Interesting... I'm not opposed to changing the rate limit system, but I think this needs consultation/coordination with Pushshift (i.e. Jason).
The rate limit isn't actually a fixed value. Sometimes Jason throttles requests because the server is being DDOSed. Sometimes he grants specific users higher priority access. To solve for this, PSAW hits the /meta endpoint on initialization to ask pushshift directly how it should handle throttling. Here's the response I'm seeing right now:
{
"client_accepts_json": true,
"client_request_headers": {
"ACCEPT": "text/html,application/xhtml+xml,application/xml;q=0.9,image/avif,image/webp,image/apng,*/*;q=0.8,application/signed-exchange;v=b3;q=0.9",
"ACCEPT-ENCODING": "gzip",
"ACCEPT-LANGUAGE": "en-US,en;q=0.9",
"CDN-LOOP": "cloudflare",
"CF-CONNECTING-IP": "67.183.220.19",
"CF-IPCOUNTRY": "US",
"CF-RAY": "5dc08b0acded02b8-SEA",
"CF-REQUEST-ID": "058c353abc000002b8b5888200000001",
"CF-VISITOR": "{\"scheme\":\"https\"}",
"CONNECTION": "close",
"HOST": "api.pushshift.io",
"SEC-FETCH-DEST": "document",
"SEC-FETCH-MODE": "navigate",
"SEC-FETCH-SITE": "none",
"UPGRADE-INSECURE-REQUESTS": "1",
"USER-AGENT": "Mozilla/5.0 (Windows NT 10.0; Win64; x64) AppleWebKit/537.36 (KHTML, like Gecko) Chrome/85.0.4183.121 Safari/537.36",
"X-FORWARDED-FOR": "67.183.220.19, 67.183.220.19",
"X-FORWARDED-PROTO": "https"
},
"client_user_agent": "Mozilla/5.0 (Windows NT 10.0; Win64; x64) AppleWebKit/537.36 (KHTML, like Gecko) Chrome/85.0.4183.121 Safari/537.36",
"server_ratelimit_per_minute": 120,
"source-ip": "67.183.220.19"
}
In particular, take note of the attribute server_ratelimit_per_minute.
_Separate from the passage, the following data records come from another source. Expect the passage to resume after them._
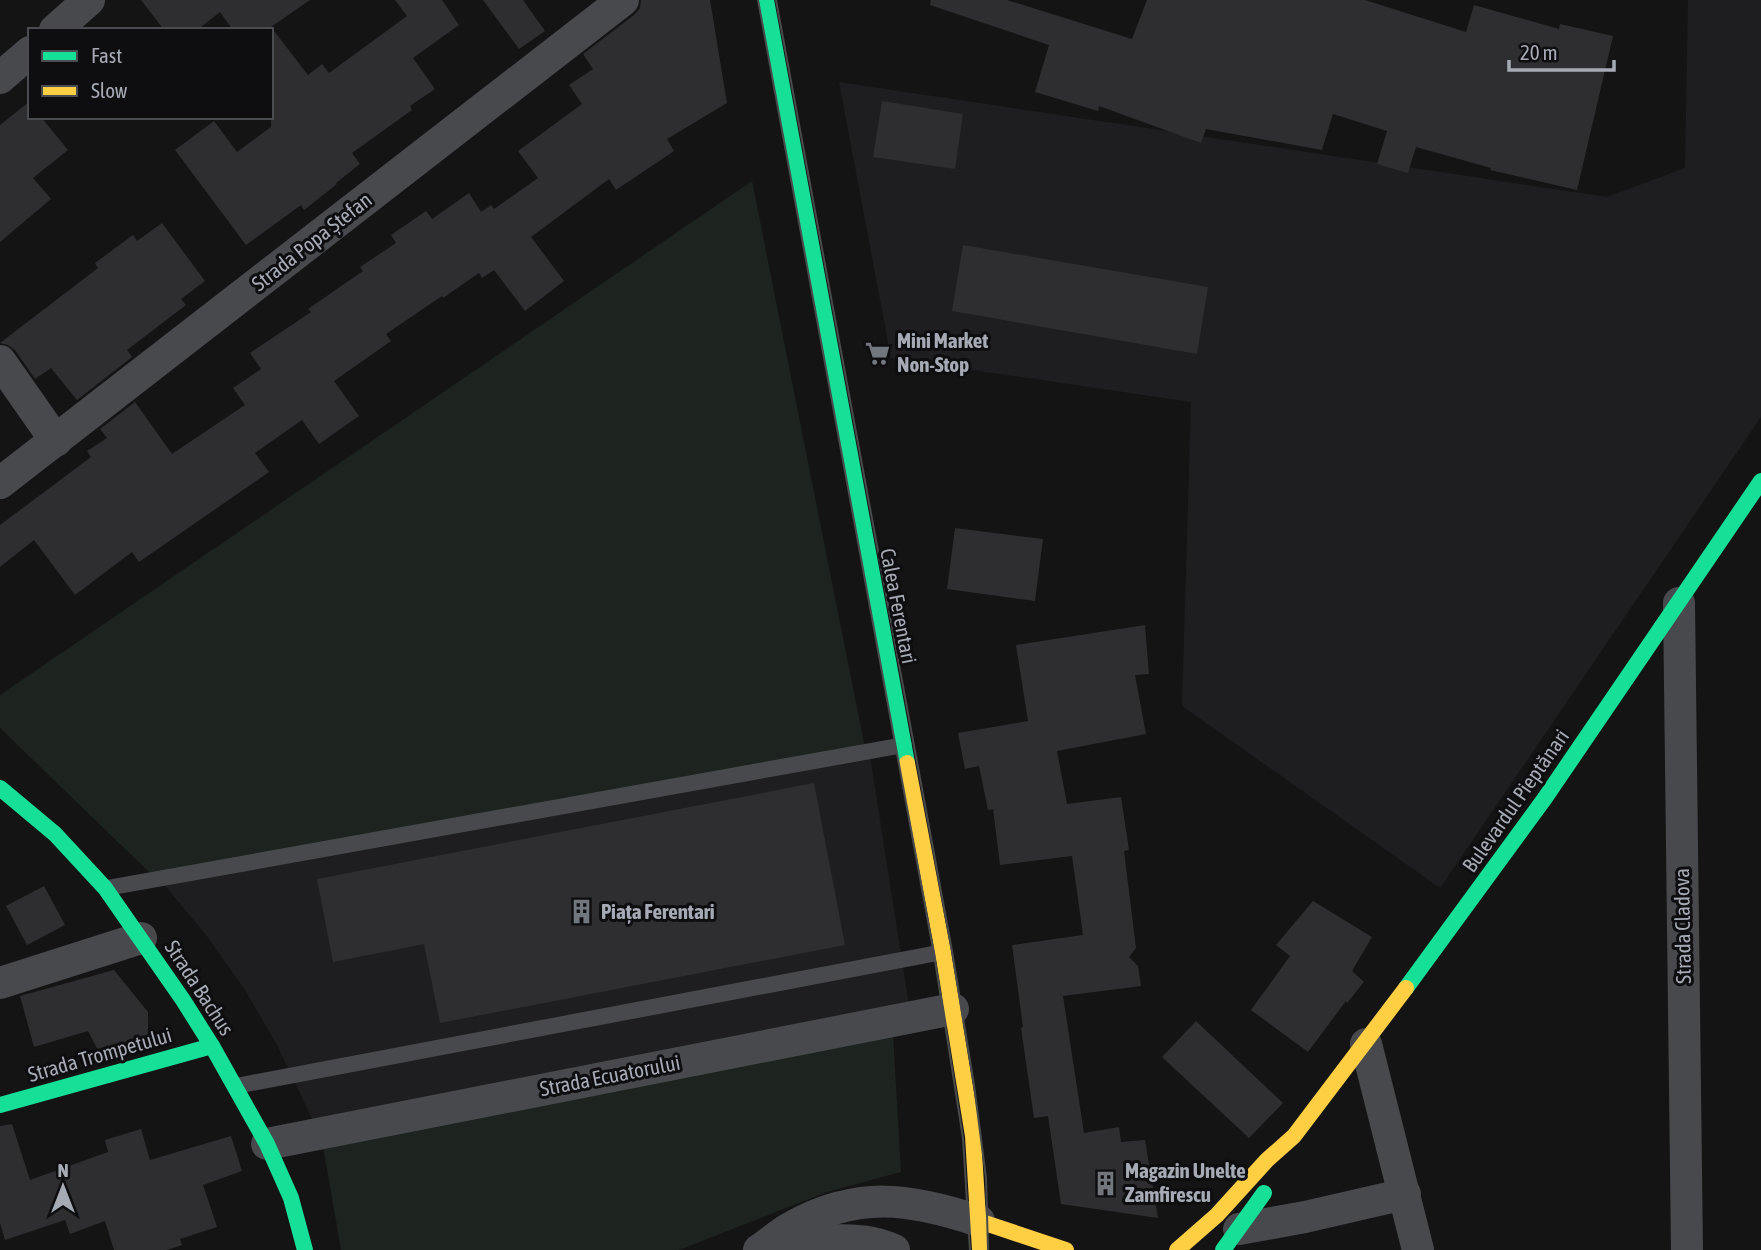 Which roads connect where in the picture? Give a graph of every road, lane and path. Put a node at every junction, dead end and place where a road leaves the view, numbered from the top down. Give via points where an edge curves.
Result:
1 (89, 0) edge
2 (623, 0) edge
3 (766, 0) edge
4 (57, 28) edge
5 (28, 54) edge
6 (0, 78) edge
7 (0, 361) edge
8 (56, 441) junction
9 (1761, 481) edge
10 (0, 483) edge
11 (1679, 603) junction
12 (904, 745) junction
13 (0, 788) edge
14 (105, 888) junction
15 (141, 938) junction
16 (943, 952) junction
17 (0, 982) edge
18 (953, 1009) junction
19 (1366, 1044) junction
20 (212, 1046) junction
21 (236, 1086) junction
22 (0, 1105) edge
23 (1294, 1136) junction
24 (267, 1144) junction
25 (1405, 1195) junction
26 (980, 1235) edge
27 (1231, 1239) edge
28 (305, 1250) edge
29 (760, 1250) edge
30 (894, 1250) edge
31 (1066, 1250) edge
32 (1177, 1250) edge
33 (1418, 1250) edge
34 (1687, 1250) edge

1 - 4 street
2 - 8 street, Strada Popa Ștefan
3 - 12 main road, Calea Ferentari
5 - 6 street
7 - 8 street
8 - 10 street, Strada Popa Ștefan
9 - 11 main road, Bulevardul Pieptănari
11 - 19 main road, Bulevardul Pieptănari via 1545,798
11 - 34 street, Strada Cladova
12 - 14 lane
12 - 16 main road, Calea Ferentari
13 - 14 main road, Strada Bachus via 55,834
14 - 15 main road, Strada Bachus
15 - 17 street
15 - 20 main road, Strada Bachus
16 - 18 main road, Calea Ferentari
16 - 21 lane
18 - 24 street, Strada Ecuatorului
18 - 26 main road, Calea Ferentari via 974,1146
19 - 23 main road, Bulevardul Pieptănari
19 - 25 street
20 - 21 main road, Strada Bachus
20 - 22 main road, Strada Trompetului
21 - 24 main road, Strada Bachus
23 - 27 main road, Bulevardul Pieptănari via 1277,1174
23 - 32 main road, Bulevardul Pieptănari
24 - 28 main road, Strada Bachus via 291,1198
25 - 27 street
25 - 33 street
26 - 29 street via 932,1206 879,1200 827,1211 790,1228
26 - 31 main road
29 - 30 street via 836,1241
PSAW sets it's rate limiting on a per-minute basis because according to the meta endpoint, so does pushshift. It sounds like there may be an additional per-second or per-k-seconds rate limit we should respect. If this is the case, I think the best way forward would be to add the per-second limit to the /meta endpoint so PSAW doesn't need to make assumption about what it's supposed to be.
That's interesting that you're observing a 60 requests/minute limit given that the server is still reporting 120. I wonder if maybe Jason changed the throttling without modifying the value reported by the /meta endpoint. If so, I'd recommend that he tie those things together so he doesn't need to manually change both separately.
@pushshift: thoughts?
@dmarx Thanks for the response. Actually, I wasn't even able to use 60 req/min without getting a rate limit error. I'm currently using 30. I do agree that it would be ideal to use the meta endpoint to set this, but clearly the value of 120/min already doesn't match with what was posted publicly as 1/sec in this thread: https://www.reddit.com/r/pushshift/comments/g7125k/in_an_effort_to_relieve_some_of_the_strain_on_the/
As long as the meta endpoint is accurate, this lib could limit per minute, but I'm not sure how reliable that metadata is.
As far as removing the n
parameter to RateLimitCache
(and only having interval
), you can currently achieve the same effect of something like (n=2, interval=1)
by specifying just (interval=0.5)
, which is what would happen if you specified rate_limit_per_minute=120
to PushshiftAPI
(which is also what it would use now by default if pulled from /meta).